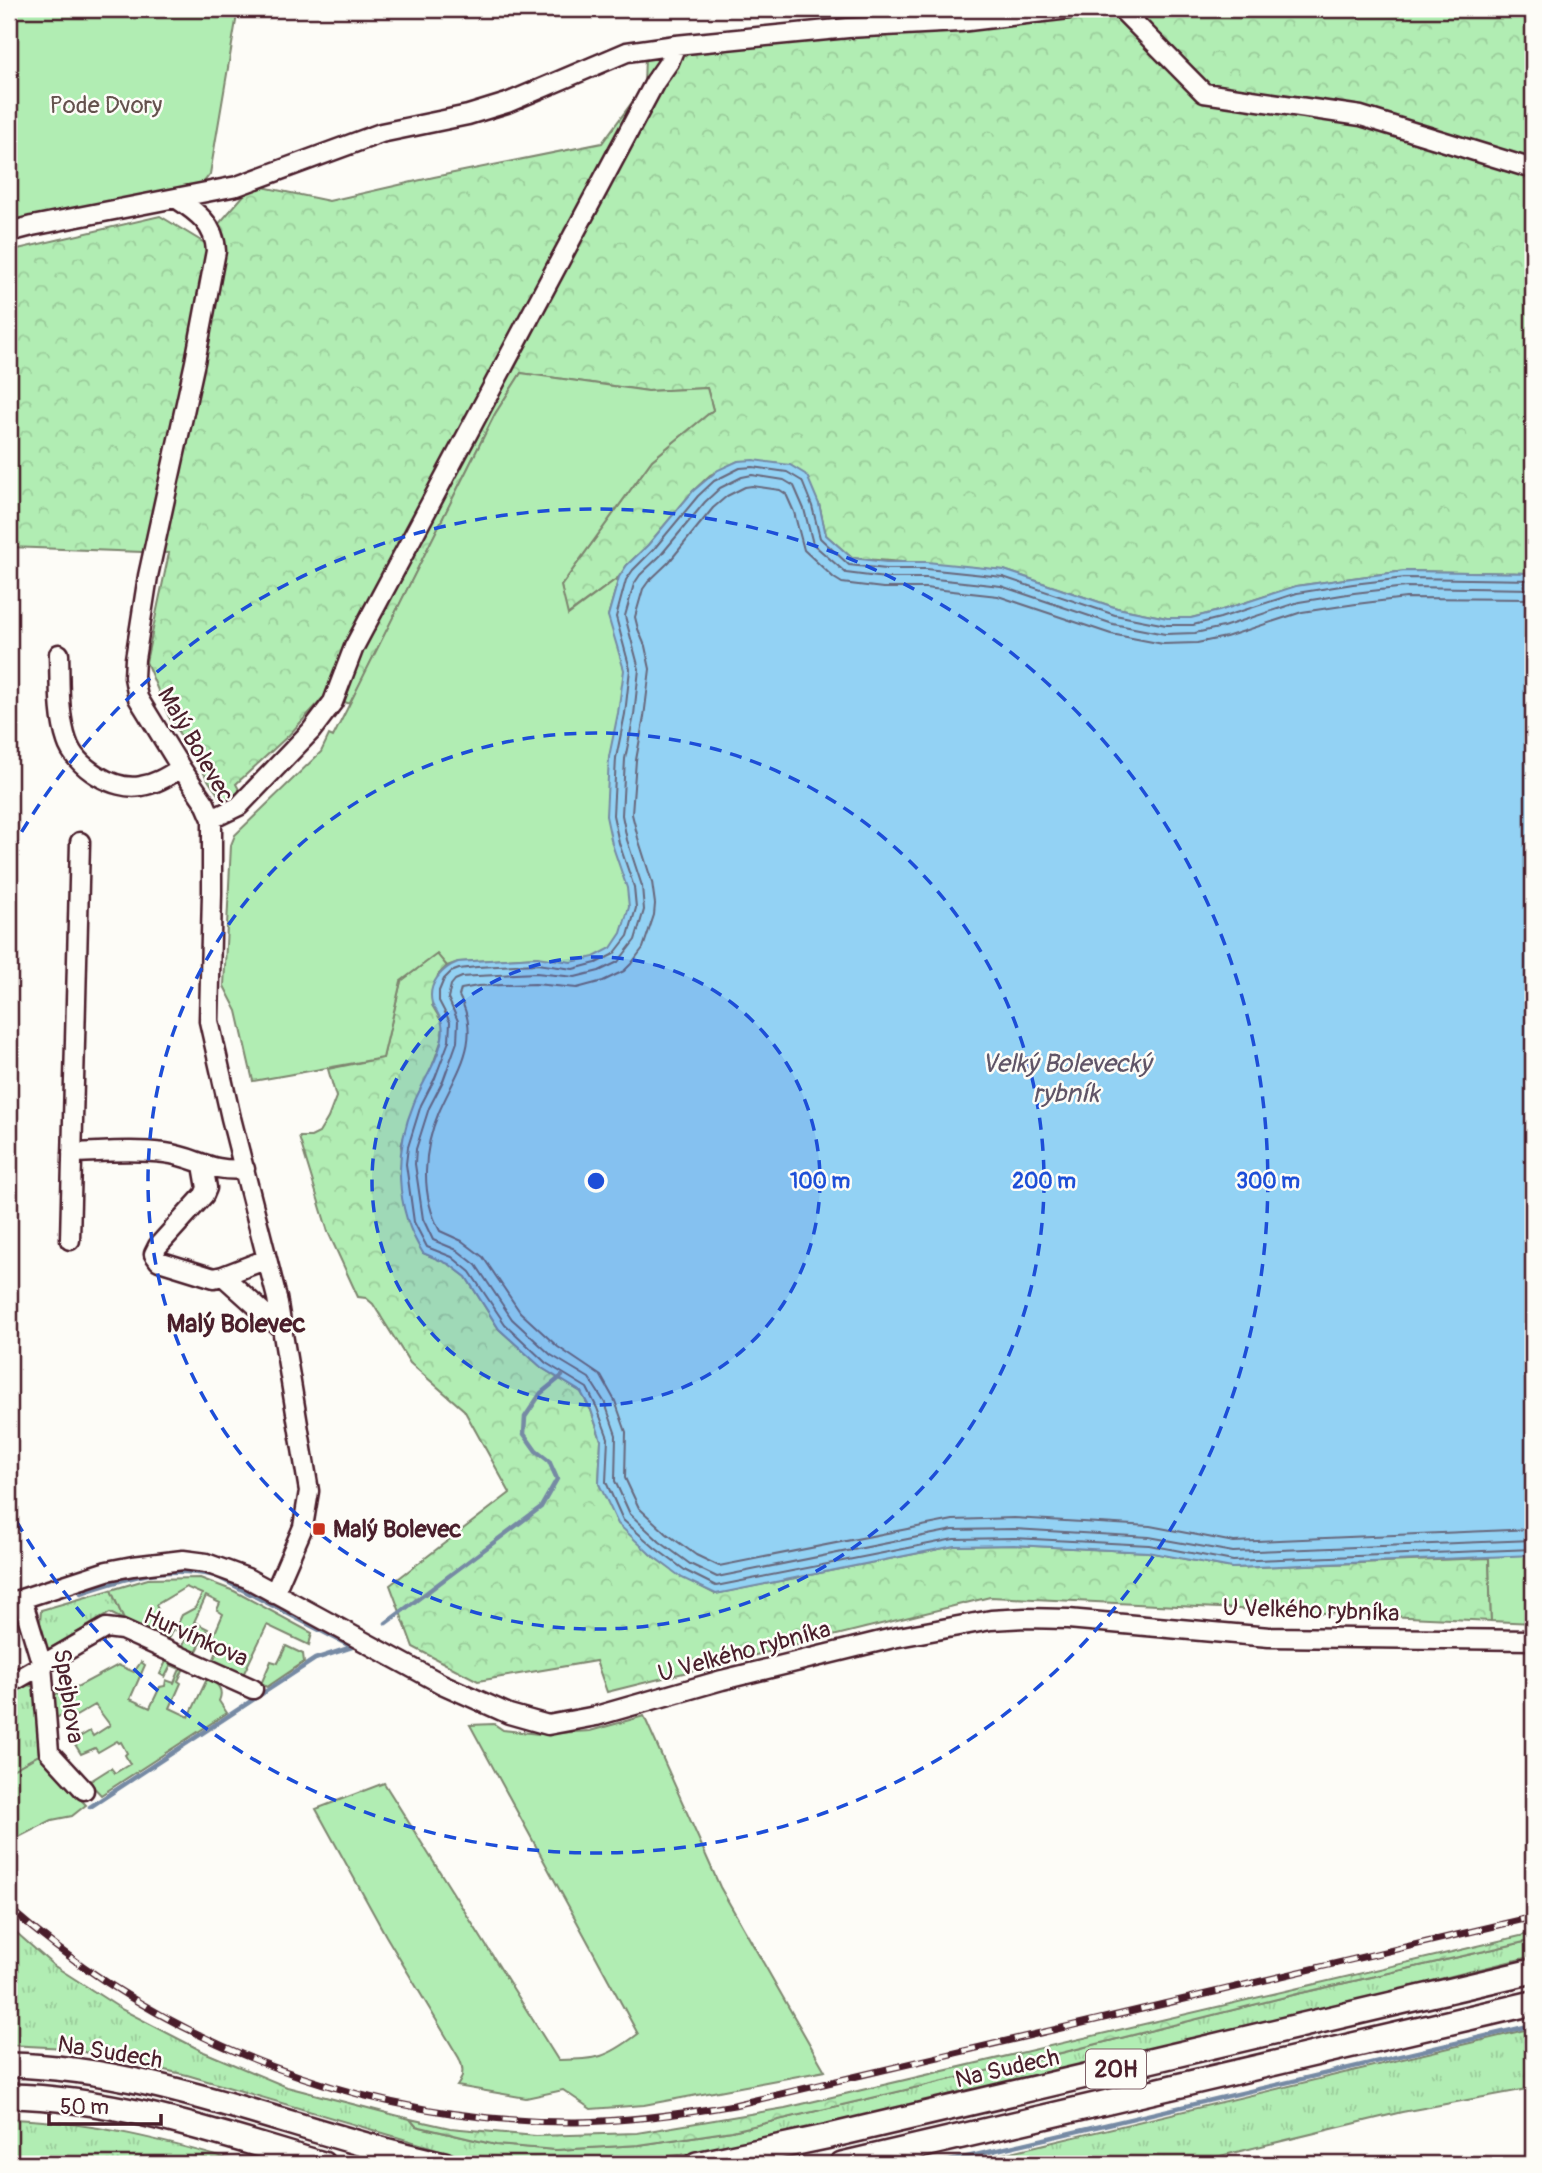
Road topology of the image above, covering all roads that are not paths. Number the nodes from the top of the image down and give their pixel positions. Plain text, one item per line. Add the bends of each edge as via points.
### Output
1 (1069, 9) edge
2 (1121, 9) edge
3 (676, 45) junction
4 (1533, 169) edge
5 (177, 199) junction
6 (9, 232) edge
7 (60, 654) dead end
8 (180, 768) junction
9 (212, 819) junction
10 (80, 842) dead end
11 (72, 1153) junction
12 (203, 1165) junction
13 (245, 1169) junction
14 (70, 1240) dead end
15 (267, 1259) junction
16 (223, 1276) junction
17 (283, 1330) junction
18 (274, 1594) junction
19 (15, 1601) edge
20 (1533, 1640) edge
21 (42, 1665) junction
22 (9, 1684) edge
23 (253, 1689) dead end
24 (84, 1790) dead end
25 (1533, 1971) edge
26 (1533, 2003) edge
27 (9, 2065) edge
28 (9, 2096) edge
29 (323, 2164) edge
30 (444, 2164) edge
31 (697, 2164) edge
32 (842, 2164) edge

1 - 3 street
2 - 4 street via 1204,93 1361,116
3 - 5 street via 627,52 507,103 381,134 237,186
3 - 9 street via 354,647 333,702 239,806
5 - 6 street
5 - 8 street, Malý Bolevec via 204,219 216,251 148,576 134,677 138,698
7 - 8 street via 66,740 87,767 122,786 138,787
8 - 9 street, Malý Bolevec
9 - 13 street, Malý Bolevec via 209,1021
10 - 11 street
11 - 12 street via 166,1153
11 - 14 street
12 - 13 street via 229,1171
12 - 16 street via 204,1195 155,1254 159,1261 214,1278
13 - 15 street, Malý Bolevec
15 - 16 street
15 - 17 street, Malý Bolevec
16 - 17 street
17 - 18 street, Malý Bolevec via 309,1491 303,1527
18 - 19 street, U Velkého rybníka via 247,1578 183,1560 107,1571
18 - 20 street, U Velkého rybníka via 442,1684 509,1714 548,1725 893,1638 991,1620 1068,1619 1269,1637
19 - 21 street, Spejblova
21 - 22 street, Hurvínkova
21 - 23 street, Hurvínkova via 113,1628
21 - 24 street, Spejblova via 49,1752
25 - 31 main road, Na Sudech / 20H
26 - 32 main road, 20H
27 - 30 main road, Na Sudech via 81,2071 182,2091
28 - 29 main road via 124,2110

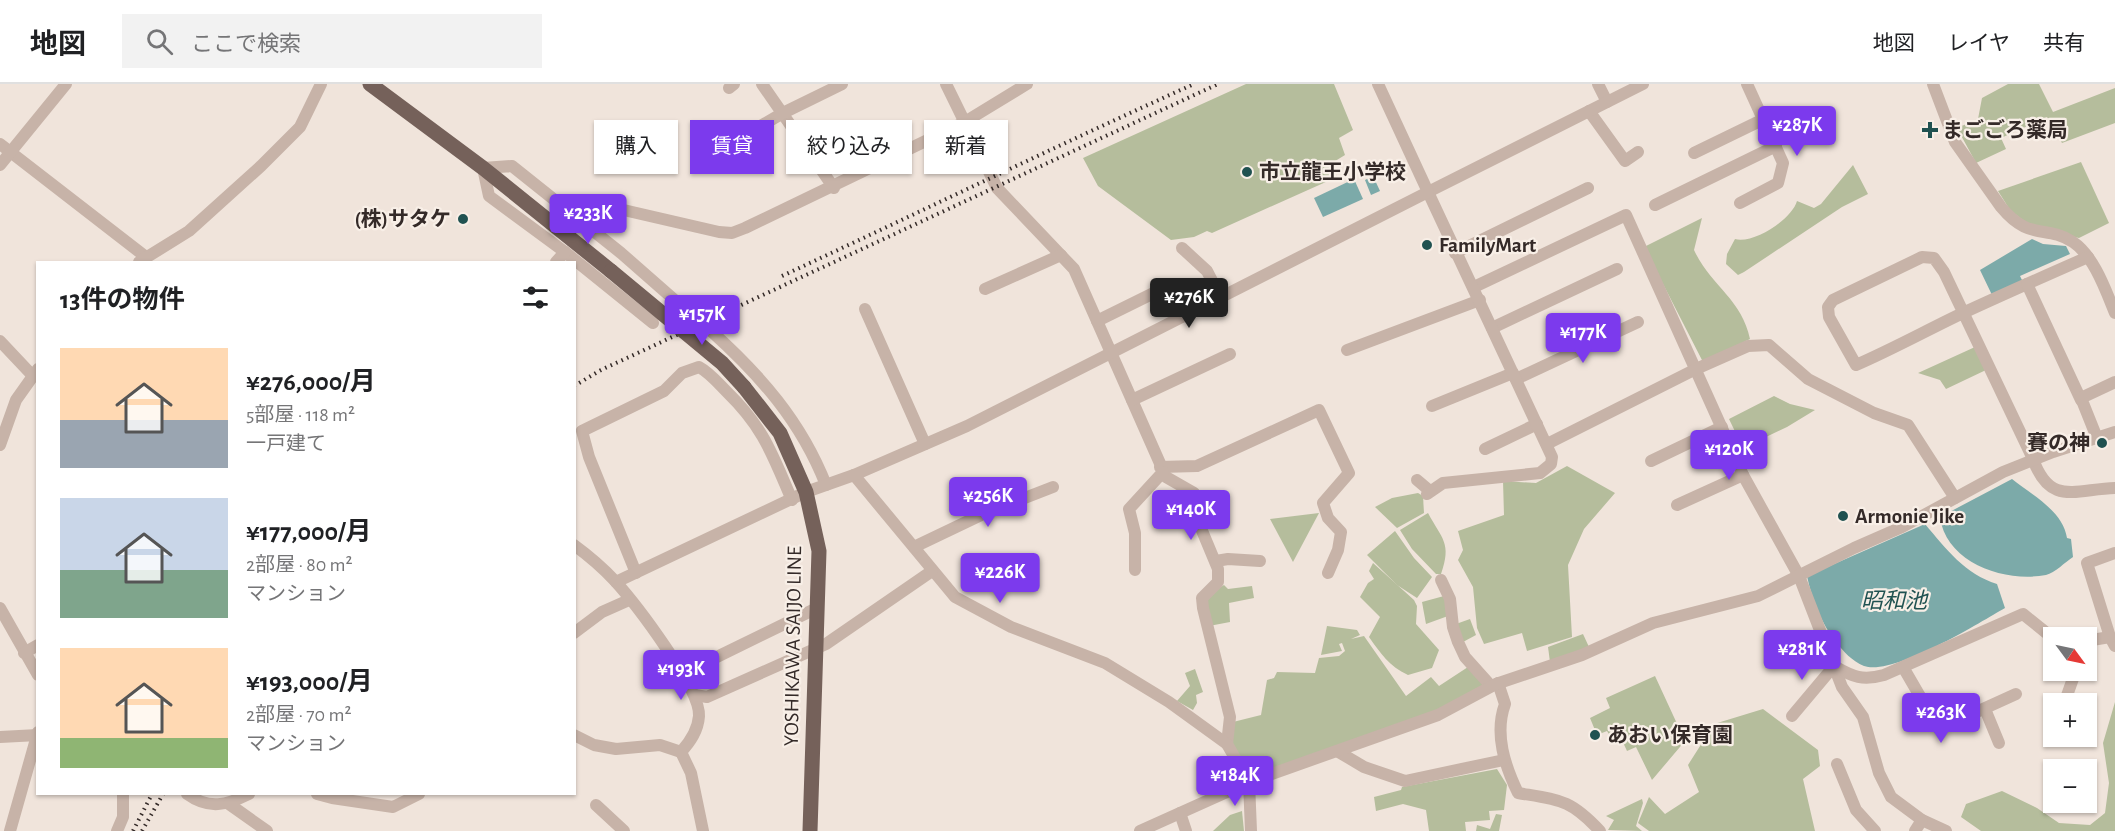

════════════════

## TASK DIRECTIONS
Looking at the entries, count the lines where the word "Bolevec" appears, and state the count by itself.

## RESPONSE AREA
6